» **Task data**:
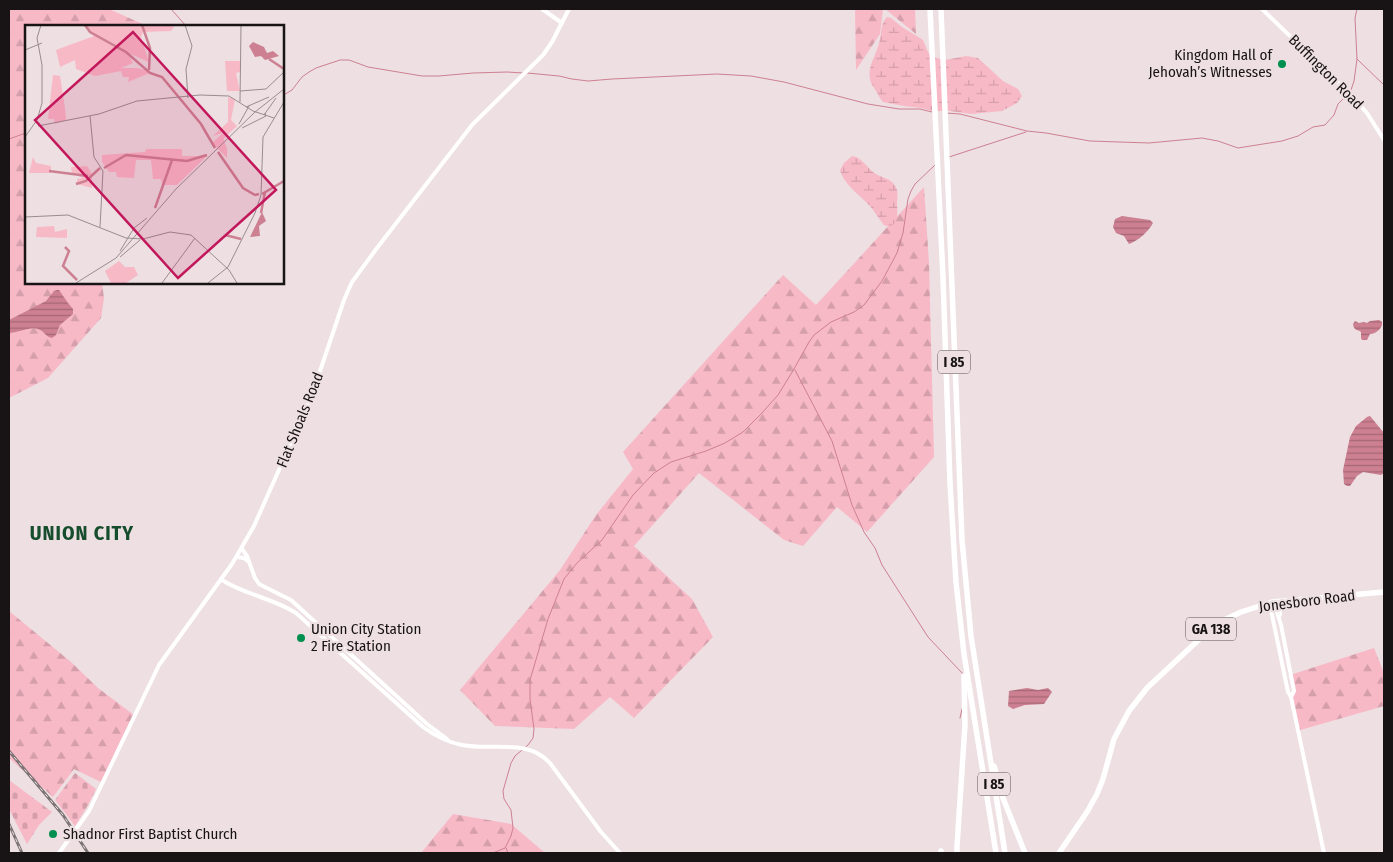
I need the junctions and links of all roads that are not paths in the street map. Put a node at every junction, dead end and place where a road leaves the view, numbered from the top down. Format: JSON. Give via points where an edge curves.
{"nodes":[{"id":1,"x":542,"y":9,"type":"edge"},
{"id":2,"x":569,"y":9,"type":"edge"},
{"id":3,"x":929,"y":9,"type":"edge"},
{"id":4,"x":941,"y":9,"type":"edge"},
{"id":5,"x":1262,"y":9,"type":"edge"},
{"id":6,"x":562,"y":23,"type":"junction"},
{"id":7,"x":1384,"y":140,"type":"edge"},
{"id":8,"x":242,"y":549,"type":"junction"},
{"id":9,"x":237,"y":557,"type":"junction"},
{"id":10,"x":250,"y":564,"type":"junction"},
{"id":11,"x":222,"y":580,"type":"junction"},
{"id":12,"x":1384,"y":592,"type":"edge"},
{"id":13,"x":1290,"y":600,"type":"junction"},
{"id":14,"x":1272,"y":602,"type":"junction"},
{"id":15,"x":1284,"y":642,"type":"junction"},
{"id":16,"x":964,"y":654,"type":"junction"},
{"id":17,"x":1291,"y":698,"type":"junction"},
{"id":18,"x":986,"y":737,"type":"junction"},
{"id":19,"x":453,"y":743,"type":"junction"},
{"id":20,"x":59,"y":853,"type":"edge"},
{"id":21,"x":620,"y":853,"type":"edge"},
{"id":22,"x":957,"y":853,"type":"edge"},
{"id":23,"x":996,"y":853,"type":"edge"},
{"id":24,"x":1005,"y":853,"type":"edge"},
{"id":25,"x":1025,"y":853,"type":"edge"},
{"id":26,"x":1059,"y":853,"type":"edge"},
{"id":27,"x":1324,"y":853,"type":"edge"}],
"edges":[{"from":1,"to":6,"type":"street"},
{"from":2,"to":6,"type":"street","name":"Flat Shoals Road"},
{"from":3,"to":16,"type":"highway","number":"I 85","via":[[950,483]]},
{"from":4,"to":18,"type":"highway","number":"I 85","via":[[962,540],[971,636]]},
{"from":5,"to":7,"type":"street","name":"Buffington Road","via":[[1352,96]]},
{"from":6,"to":8,"type":"street","name":"Flat Shoals Road","via":[[543,55],[472,125],[355,278],[344,300],[302,419]]},
{"from":8,"to":9,"type":"street","name":"Flat Shoals Road"},
{"from":8,"to":10,"type":"street"},
{"from":9,"to":10,"type":"street"},
{"from":9,"to":11,"type":"street","name":"Flat Shoals Road"},
{"from":10,"to":19,"type":"street","via":[[259,584],[291,600],[427,724]]},
{"from":11,"to":19,"type":"street","via":[[296,613],[423,727]]},
{"from":11,"to":20,"type":"street","name":"Flat Shoals Road","via":[[159,666],[89,811]]},
{"from":12,"to":13,"type":"highway","name":"Jonesboro Road","number":"GA 138"},
{"from":13,"to":14,"type":"highway","name":"Jonesboro Road","number":"GA 138"},
{"from":13,"to":15,"type":"street","via":[[1279,611]]},
{"from":14,"to":15,"type":"street"},
{"from":14,"to":17,"type":"street","via":[[1271,610]]},
{"from":14,"to":26,"type":"highway","name":"Jonesboro Road","number":"GA 138","via":[[1241,612],[1214,627],[1136,701],[1116,735],[1092,804]]},
{"from":15,"to":17,"type":"street","via":[[1294,691]]},
{"from":16,"to":22,"type":"highway","via":[[965,725]]},
{"from":16,"to":23,"type":"highway","number":"I 85"},
{"from":17,"to":27,"type":"street"},
{"from":18,"to":24,"type":"highway","number":"I 85"},
{"from":18,"to":25,"type":"highway","via":[[1003,798]]},
{"from":19,"to":21,"type":"street","via":[[524,748],[540,753]]}]}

» **Exercise**: The listing above should be returned word for word, with pictures omitted.

» **Solution to this problem**:
I need the junctions and links of all roads that are not paths in the street map. Put a node at every junction, dead end and place where a road leaves the view, numbered from the top down. Format: JSON. Give via points where an edge curves.
{"nodes":[{"id":1,"x":542,"y":9,"type":"edge"},
{"id":2,"x":569,"y":9,"type":"edge"},
{"id":3,"x":929,"y":9,"type":"edge"},
{"id":4,"x":941,"y":9,"type":"edge"},
{"id":5,"x":1262,"y":9,"type":"edge"},
{"id":6,"x":562,"y":23,"type":"junction"},
{"id":7,"x":1384,"y":140,"type":"edge"},
{"id":8,"x":242,"y":549,"type":"junction"},
{"id":9,"x":237,"y":557,"type":"junction"},
{"id":10,"x":250,"y":564,"type":"junction"},
{"id":11,"x":222,"y":580,"type":"junction"},
{"id":12,"x":1384,"y":592,"type":"edge"},
{"id":13,"x":1290,"y":600,"type":"junction"},
{"id":14,"x":1272,"y":602,"type":"junction"},
{"id":15,"x":1284,"y":642,"type":"junction"},
{"id":16,"x":964,"y":654,"type":"junction"},
{"id":17,"x":1291,"y":698,"type":"junction"},
{"id":18,"x":986,"y":737,"type":"junction"},
{"id":19,"x":453,"y":743,"type":"junction"},
{"id":20,"x":59,"y":853,"type":"edge"},
{"id":21,"x":620,"y":853,"type":"edge"},
{"id":22,"x":957,"y":853,"type":"edge"},
{"id":23,"x":996,"y":853,"type":"edge"},
{"id":24,"x":1005,"y":853,"type":"edge"},
{"id":25,"x":1025,"y":853,"type":"edge"},
{"id":26,"x":1059,"y":853,"type":"edge"},
{"id":27,"x":1324,"y":853,"type":"edge"}],
"edges":[{"from":1,"to":6,"type":"street"},
{"from":2,"to":6,"type":"street","name":"Flat Shoals Road"},
{"from":3,"to":16,"type":"highway","number":"I 85","via":[[950,483]]},
{"from":4,"to":18,"type":"highway","number":"I 85","via":[[962,540],[971,636]]},
{"from":5,"to":7,"type":"street","name":"Buffington Road","via":[[1352,96]]},
{"from":6,"to":8,"type":"street","name":"Flat Shoals Road","via":[[543,55],[472,125],[355,278],[344,300],[302,419]]},
{"from":8,"to":9,"type":"street","name":"Flat Shoals Road"},
{"from":8,"to":10,"type":"street"},
{"from":9,"to":10,"type":"street"},
{"from":9,"to":11,"type":"street","name":"Flat Shoals Road"},
{"from":10,"to":19,"type":"street","via":[[259,584],[291,600],[427,724]]},
{"from":11,"to":19,"type":"street","via":[[296,613],[423,727]]},
{"from":11,"to":20,"type":"street","name":"Flat Shoals Road","via":[[159,666],[89,811]]},
{"from":12,"to":13,"type":"highway","name":"Jonesboro Road","number":"GA 138"},
{"from":13,"to":14,"type":"highway","name":"Jonesboro Road","number":"GA 138"},
{"from":13,"to":15,"type":"street","via":[[1279,611]]},
{"from":14,"to":15,"type":"street"},
{"from":14,"to":17,"type":"street","via":[[1271,610]]},
{"from":14,"to":26,"type":"highway","name":"Jonesboro Road","number":"GA 138","via":[[1241,612],[1214,627],[1136,701],[1116,735],[1092,804]]},
{"from":15,"to":17,"type":"street","via":[[1294,691]]},
{"from":16,"to":22,"type":"highway","via":[[965,725]]},
{"from":16,"to":23,"type":"highway","number":"I 85"},
{"from":17,"to":27,"type":"street"},
{"from":18,"to":24,"type":"highway","number":"I 85"},
{"from":18,"to":25,"type":"highway","via":[[1003,798]]},
{"from":19,"to":21,"type":"street","via":[[524,748],[540,753]]}]}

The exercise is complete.